Stephen Joseph Theatre, Scarborough – until 19 October 2019
Reviewed by Sara Garner
The Monstrous Heart is a new play by Oliver Emanuel and is directed by Gareth Nicholls.
The single act play is set in a log cabin in the Canadian wilds and as the lights go up we get an idea that this may not be a comfortable ride. We meet Beth (Charlene Boyd) with a malevolent grin on her face, her mother Mag (Christine Entwisle) looking crestfallen and a dead Grisly Bear on the kitchen table.
Having just been released from prison Beth manages, with some help, to track her mother, Mag, down in Canada. Mag ‘escaped’ her previous life and started afresh with her young granddaughter, only now to be confronted by Beth. So slowly Mags past demons come back to haunt her.
The interaction between an apparently fearful Mag and an aggressively confrontational Beth gives us an insight into their past lives and relationship.
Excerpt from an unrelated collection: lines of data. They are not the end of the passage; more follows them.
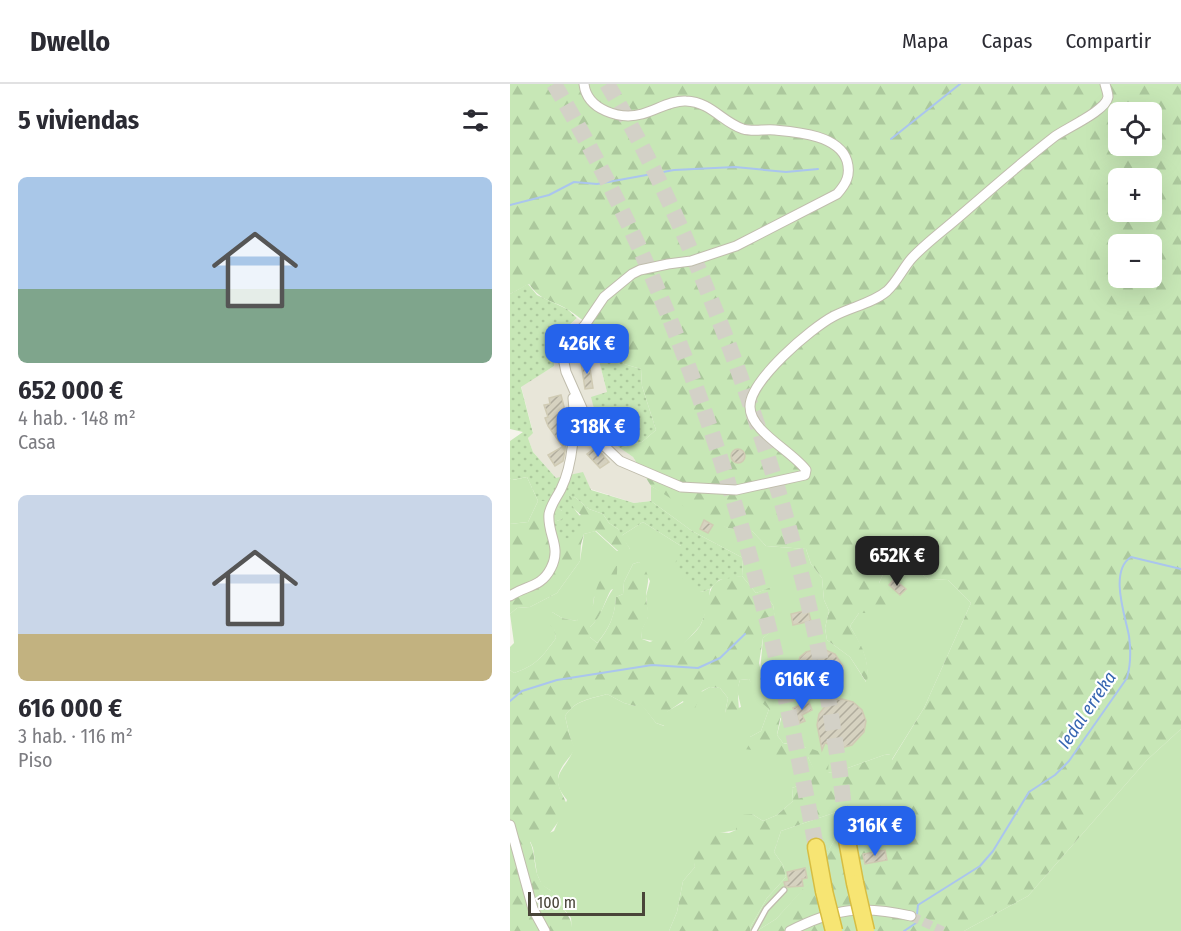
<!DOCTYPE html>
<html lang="es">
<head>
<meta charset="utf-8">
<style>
	:root { --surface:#fff; --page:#f2f2f3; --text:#2b2b33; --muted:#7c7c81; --line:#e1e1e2; --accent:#2563eb }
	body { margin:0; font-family:"Fira Sans Condensed",sans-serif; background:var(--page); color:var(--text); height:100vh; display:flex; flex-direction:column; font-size:22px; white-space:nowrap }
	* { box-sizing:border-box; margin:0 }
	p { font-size:20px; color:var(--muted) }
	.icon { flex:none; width:33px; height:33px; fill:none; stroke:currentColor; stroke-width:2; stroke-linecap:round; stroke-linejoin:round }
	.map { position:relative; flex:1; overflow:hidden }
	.side { display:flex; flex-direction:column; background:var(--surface); width:510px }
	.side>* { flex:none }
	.buttons { position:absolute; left:598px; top:18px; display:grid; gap:12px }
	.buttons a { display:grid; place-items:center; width:54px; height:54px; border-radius:9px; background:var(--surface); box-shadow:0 6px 24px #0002; font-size:30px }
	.scale { position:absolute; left:18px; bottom:15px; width:117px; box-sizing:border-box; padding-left:6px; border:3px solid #494539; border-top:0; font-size:16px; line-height:21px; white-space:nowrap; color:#494539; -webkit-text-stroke:4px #fff; paint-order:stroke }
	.price { position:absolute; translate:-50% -51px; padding:0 14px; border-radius:12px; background:var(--accent); color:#fff; font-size:20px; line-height:39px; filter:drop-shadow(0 2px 3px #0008) }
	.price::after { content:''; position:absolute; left:50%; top:36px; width:18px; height:14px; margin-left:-9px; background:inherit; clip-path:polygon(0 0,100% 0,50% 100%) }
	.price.active { background:#222; color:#fff }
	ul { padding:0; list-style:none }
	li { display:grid; align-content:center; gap:12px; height:318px; padding:0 18px }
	li span { display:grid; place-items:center; height:186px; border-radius:9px; color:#555 }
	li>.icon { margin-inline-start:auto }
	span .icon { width:108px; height:108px; fill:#fffc; stroke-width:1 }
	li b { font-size:26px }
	h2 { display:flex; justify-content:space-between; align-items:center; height:72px; padding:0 18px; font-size:26px }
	header { display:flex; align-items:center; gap:36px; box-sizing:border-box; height:84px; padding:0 30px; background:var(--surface); border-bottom:2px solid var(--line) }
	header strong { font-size:28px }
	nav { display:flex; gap:33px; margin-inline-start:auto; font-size:21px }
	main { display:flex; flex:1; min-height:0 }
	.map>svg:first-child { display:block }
	.residential { fill:#e8e6d9 }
	.grass { fill:#c7e7b6 }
	.forest { fill:url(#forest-firs); fill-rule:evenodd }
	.garden { fill:url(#garden-dots) }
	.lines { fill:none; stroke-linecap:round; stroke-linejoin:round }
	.stream { stroke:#aac5ee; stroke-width:2 }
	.building { fill:url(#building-hatch); stroke:#d0cbb4; stroke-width:1.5 }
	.minor-tunnel { stroke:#d3d1c7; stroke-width:9; stroke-dasharray:9 4.5; stroke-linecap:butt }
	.motorway-tunnel { stroke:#d3d1c7; stroke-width:16; stroke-dasharray:16 8; stroke-linecap:butt }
	.service-casing { stroke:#c0bdad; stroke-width:7 }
	.minor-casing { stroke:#c0bdad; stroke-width:11 }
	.motorway-casing { stroke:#d7bd42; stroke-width:19 }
	.service { stroke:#fff; stroke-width:4.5 }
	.minor { stroke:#fff; stroke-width:9 }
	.motorway { stroke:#f7e573; stroke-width:16 }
	.motorway-bridge-casing { stroke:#d7bd42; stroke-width:19; stroke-linecap:butt }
	.motorway-bridge { stroke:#f7e573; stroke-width:16 }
	.labels { text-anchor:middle; stroke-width:4.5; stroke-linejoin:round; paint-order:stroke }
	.water-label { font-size:18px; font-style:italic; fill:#3665b1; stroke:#fff }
</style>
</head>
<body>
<header>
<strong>Dwello</strong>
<nav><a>Mapa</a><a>Capas</a><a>Compartir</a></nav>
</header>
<main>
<section class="side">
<h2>5 viviendas<svg class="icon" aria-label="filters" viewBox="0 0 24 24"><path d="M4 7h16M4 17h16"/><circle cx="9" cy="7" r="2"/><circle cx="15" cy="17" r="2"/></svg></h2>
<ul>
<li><span style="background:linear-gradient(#a9c7e8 60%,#7fa58c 0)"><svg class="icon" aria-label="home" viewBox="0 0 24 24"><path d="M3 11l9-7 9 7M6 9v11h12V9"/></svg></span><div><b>652 000 €</b><p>4 hab. · 148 m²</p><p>Casa</p></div></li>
<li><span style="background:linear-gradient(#c9d6e8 75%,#c2b280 0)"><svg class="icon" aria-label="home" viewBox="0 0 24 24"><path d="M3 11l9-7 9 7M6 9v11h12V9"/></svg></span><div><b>616 000 €</b><p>3 hab. · 116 m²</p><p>Piso</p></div></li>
</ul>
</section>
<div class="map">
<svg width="671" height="847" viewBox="0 0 671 847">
	<defs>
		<pattern id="forest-firs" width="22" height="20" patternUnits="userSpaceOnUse" patternTransform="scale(1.5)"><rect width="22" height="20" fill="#c7e7b6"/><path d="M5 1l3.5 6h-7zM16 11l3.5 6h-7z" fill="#acc89d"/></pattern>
		<pattern id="garden-dots" width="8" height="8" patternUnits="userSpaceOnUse" patternTransform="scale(1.5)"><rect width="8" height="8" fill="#c7e7b6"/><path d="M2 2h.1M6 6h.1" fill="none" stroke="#acc89d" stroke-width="1.8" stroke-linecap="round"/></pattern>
		<pattern id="building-hatch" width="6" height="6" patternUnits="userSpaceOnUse" patternTransform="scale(1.5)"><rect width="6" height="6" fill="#d6d2c0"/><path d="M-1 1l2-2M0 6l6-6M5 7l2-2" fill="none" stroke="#b0ac9d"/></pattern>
	</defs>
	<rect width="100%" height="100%" fill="#f5f4eb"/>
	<!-- residential -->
	<path class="residential" d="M67 234 93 253 87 269 97 308 91 343 102 358 123 373 141 402V417L124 419 46 394 23 368 18 354 23 348 11 302 44 282V262L50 250Z"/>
	<!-- grass -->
	<path class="grass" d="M17 393 28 417 18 438 0 440V394L3 396Z
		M141 402 218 444 242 447 256 462 296 465 301 480 312 494 314 516 319 527 315 544 317 556 340 573 356 598C361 577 350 560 340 542L349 529H370L369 499 376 484 400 481 418 495 438 496 461 519 414 624 381 677 380 670 374 671 335 685 318 689 295 663 273 659 267 651 271 635 257 612 255 599 250 588 253 554 266 543 263 521 259 516 263 503 246 509 232 492 233 474 182 447 141 417Z
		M133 438 171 462 191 508 200 505 198 523 190 542 172 562 132 555 131 547 138 533 136 512 140 497 129 478 123 480 114 498 113 510 106 513C105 532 99 545 87 559L80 553V543C92 532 94 517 103 505L84 513 83 521 70 531 67 537 52 534 42 528 46 554C32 573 27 581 4 589L0 586V563L4 559 0 530 7 524 20 523 47 509 70 477 74 450 85 447 107 467 120 465 111 452Z
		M239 595 259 625 251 647 240 653 278 674 283 672 298 673 306 689 299 698 282 704 283 717 267 731 253 737 242 730 227 746 209 749 183 768 185 783 173 797 167 828 159 847H62L61 834 53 824 49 812 32 801 27 790 23 764 20 757 44 747 57 716C36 691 57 686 64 664L60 653 55 632C65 616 81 615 97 610L114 619 125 622 130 618 146 639 154 642 156 628 200 603 210 604 218 614 215 629 231 623 227 606 230 596Z
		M671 645V847H454L518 812 637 676Z
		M341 723 348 725 328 750 302 796 266 835 247 847H240L241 842 257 814 276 793 273 781 264 768 271 747Z"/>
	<!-- forest -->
	<path class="forest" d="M0 0H671V645L637 676 518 812 454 847H247L266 835 302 795 328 750 347 725 341 723 271 747 264 768 273 781 276 793 257 814 241 842 240 847H159L167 828 173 797 185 783 179 759 196 747 219 749 226 746V740L230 731 242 730 253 737 267 731 283 717 282 704 299 698 305 689 298 673 267 675 260 670 258 665 250 667 234 665 240 653 251 647 259 625 251 618 239 595 230 596C225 611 231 621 228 636L220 640 215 629 218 614 210 604 200 603 192 607 185 624H176L173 617 157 628 158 636 155 642 146 639 130 619 125 622 114 619 97 610C80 615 65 616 55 632L60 653 65 664C62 672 55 677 51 685 42 701 56 712 59 727 47 736 44 746 34 756L27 755 20 758C26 770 23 786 31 798 35 805 45 807 49 813 51 815 51 819 52 822 57 831 63 836 62 847H0V586L4 589C27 581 32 573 46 554L44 545 36 537 37 529 42 528 52 534 67 537 70 524 83 521C85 505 90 491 103 480L107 482C108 499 103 500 97 514 92 525 90 534 80 543V553L87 559C99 546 105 531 106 513L113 510 114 498 123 480 129 478C143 493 137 496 136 513 136 519 139 526 138 533 136 542 130 543 132 555L140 558 159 550 169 554 172 561C178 554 187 548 191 540 204 512 191 493 232 492L246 509 264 502 265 509 259 516 263 521 267 543 253 554 249 579 257 612C276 623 270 633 267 651L273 659C285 663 314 662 318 678 319 682 318 685 318 689L335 685 374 671 381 670 382 676 414 624 461 519 438 496 418 495 400 481 376 484 369 499 384 519 370 529H349L340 542C352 562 360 575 357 599L340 573 317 556 315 544 319 527 314 516 312 494 301 480 296 465 256 462 242 447 218 444 192 434 141 402 123 373 110 364 132 358 146 346 132 302 131 285 114 280C103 260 77 238 57 225 40 215 32 218 19 200L0 210ZM609 28H642V62H609ZM609 94H642V128H609ZM609 160H642V194H609Z
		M58 411 66 414 79 425 93 430 99 439 108 445 120 465 116 474 86 447 74 450 71 460 70 477 47 509 20 523 7 524 0 530V440L18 438 28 417 37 416 52 427V435L44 438 71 431 60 421Z"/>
	<!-- garden -->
	<path class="garden" d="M18 200 27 211 57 225 67 234C47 252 44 254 44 282L11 303 23 349 18 354 23 368 46 394 73 388 81 406 124 419 141 417 182 447 233 474 232 492 209 496 200 505 191 508 175 497 164 483 171 462 133 438 111 452 108 445 99 439 93 430 79 425 66 414 59 412C60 423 70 430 75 440 67 449 60 459 47 453L44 438 52 435V427L37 417H28L17 393 2 396 0 394V357L13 348 0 345V210Z
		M93 253 107 267 114 280 131 285 132 302 146 346 132 358 110 364C93 351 86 334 81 313L97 308 87 269Z"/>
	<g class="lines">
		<!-- stream -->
		<path class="stream" d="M381 55 450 0
			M0 121 39 111 64 98 87 100 164 86 225 83 276 88 308 85
			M0 617 12 607 47 596 142 581 188 584 210 574 235 550
			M394 847 406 839 408 821 470 782 483 767 519 708 545 691 559 677 617 594C621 580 621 567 619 552 615 531 599 487 621 473L671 485"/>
	</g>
	<!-- building -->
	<path class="building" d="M71 278H79L83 304 75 305Z
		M51 311 57 334 55 366 38 342 35 334 38 333 34 321 40 320 39 314Z
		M52 363 55 367 53 377 45 382 38 371Z
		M86 363 99 378 90 384 77 370Z
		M221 372a7 7 0 1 1 14 0a7 7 0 1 1-14 0Z
		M194 436 203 441 198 449 190 445Z
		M384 495 396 505 390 511 379 501Z
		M298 526 301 537 283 541 281 530Z
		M311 564 325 570 333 582V597L329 604 318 615 301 612 294 609 285 596V588L290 573 296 568Z
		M332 615 343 618 352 626 356 637 354 648 342 661 331 664 315 659 312 666 307 641 309 630 320 616Z
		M299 618 302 626 292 631 295 637 290 639 283 624Z
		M375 766 377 776 355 780 353 770Z
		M295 784 297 794 292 795 293 802 278 803 275 802 274 798 279 797 277 788Z"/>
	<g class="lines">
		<!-- minor-tunnel -->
		<path class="minor-tunnel" d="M401 832 433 847"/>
		<!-- motorway-tunnel -->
		<path class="motorway-tunnel" d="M44 0C183 233 257 498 306 763
			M97 0C144 78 180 161 213 246 266 383 306 525 327 670 332 698 334 727 337 756"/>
		<defs>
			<path id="service" d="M244 847 256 825 274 806"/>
			<path id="minor" d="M74 0C77 26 110 36 132 30 147 26 161 16 176 17 201 18 212 38 233 45 243 48 254 45 265 46 287 48 329 51 337 77 341 91 336 100 327 110L226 162 181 177 158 180 130 186 122 190 94 213 75 241 56 261 52 269 56 288 79 340 89 357 110 377 171 403 226 406 295 391 296 386C282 367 240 347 240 323 239 297 301 244 324 232 341 223 363 219 377 207 387 198 393 184 402 174 416 159 434 146 450 132 481 105 512 78 544 53 556 44 596 27 598 13 598 9 596 4 595 0
				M0 512C16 501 31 504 41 484 52 462 37 451 39 430 41 420 47 413 51 405 63 381 66 340 63 314
				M0 741 23 825 35 847
				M280 847C325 824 352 821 401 832"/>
			<path id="motorway" d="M337 756 345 799
				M306 763 314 807"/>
		</defs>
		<!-- service casing -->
		<use href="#service" class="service-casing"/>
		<!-- minor casing -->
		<use href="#minor" class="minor-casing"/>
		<!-- motorway casing -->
		<use href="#motorway" class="motorway-casing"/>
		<!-- service -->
		<use href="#service" class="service"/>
		<!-- minor -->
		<use href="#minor" class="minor"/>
		<!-- motorway -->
		<use href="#motorway" class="motorway"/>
		<defs>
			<path id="motorway-bridge" d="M345 799 356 847
				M314 807 324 847"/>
		</defs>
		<!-- motorway-bridge casing -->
		<use href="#motorway-bridge" class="motorway-bridge-casing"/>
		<!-- motorway-bridge -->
		<use href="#motorway-bridge" class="motorway-bridge"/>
	</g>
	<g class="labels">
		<!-- water labels -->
		<g class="water-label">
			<text transform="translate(577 626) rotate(-56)" y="6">Iedal erreka</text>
		</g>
	</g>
</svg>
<div class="buttons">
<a><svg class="icon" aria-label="locate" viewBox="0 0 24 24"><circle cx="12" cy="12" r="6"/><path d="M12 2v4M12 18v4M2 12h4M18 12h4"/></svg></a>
<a>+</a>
<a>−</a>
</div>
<div class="scale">100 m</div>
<b class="price" style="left:77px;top:291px">426K €</b>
<b class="price" style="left:88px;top:374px">318K €</b>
<b class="price active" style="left:387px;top:503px">652K €</b>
<b class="price" style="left:292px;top:627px">616K €</b>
<b class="price" style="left:365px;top:773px">316K €</b>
</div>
</main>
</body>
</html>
Ingeniously though, because we garner more knowledge throughout the play, the audience’s interpretation of this information changes. This leads to a bit of a perceptual roller-coaster and can be distractingly confusing.
There is very little respite from this, apart from the appearance of the silent and unnamed young granddaughter which briefly calmed the storm.
Speaking of which, the coming storm outside the cabin with its crescendoing wind, added to the volatile atmosphere.
There are questions that run through our heads throughout the play. The main one being ‘who really is the monster, Mag or Beth?’. We are also guided to consider the idea of nature versus nurture as it seems critical in explaining Beth’s behaviour throughout her life.
I personally found this play at times quite uncomfortable and horrendously disturbing viewing, but at the same time fascinating and engrossing. The fact that I found myself analysing every moment of this play and will be thinking about it for some time is a marker for how good the writing, acting and direction was.
There was the suggestion that this play was witty at times. Yes there were the occasional moments, but they felt out of place in such an intense piece of work.
There was also quite a surreal part involving the dead bear which I presumed was representative of the wider story. Whilst an interesting tool, I was not completely convinced of its effectiveness.
The acting by the two leads was brilliant throughout with both portraying their turbulent personalities exceptionally well.
To create and maintain such chilling and uncomfortable atmosphere is a credit to the director, sound engineer and set designer.
This play may not be for everyone because of its ‘adult’ subject matter and language, and shockingly chilling nature. I would still highly recommend going to see it though because it is such a well made and thought provoking play.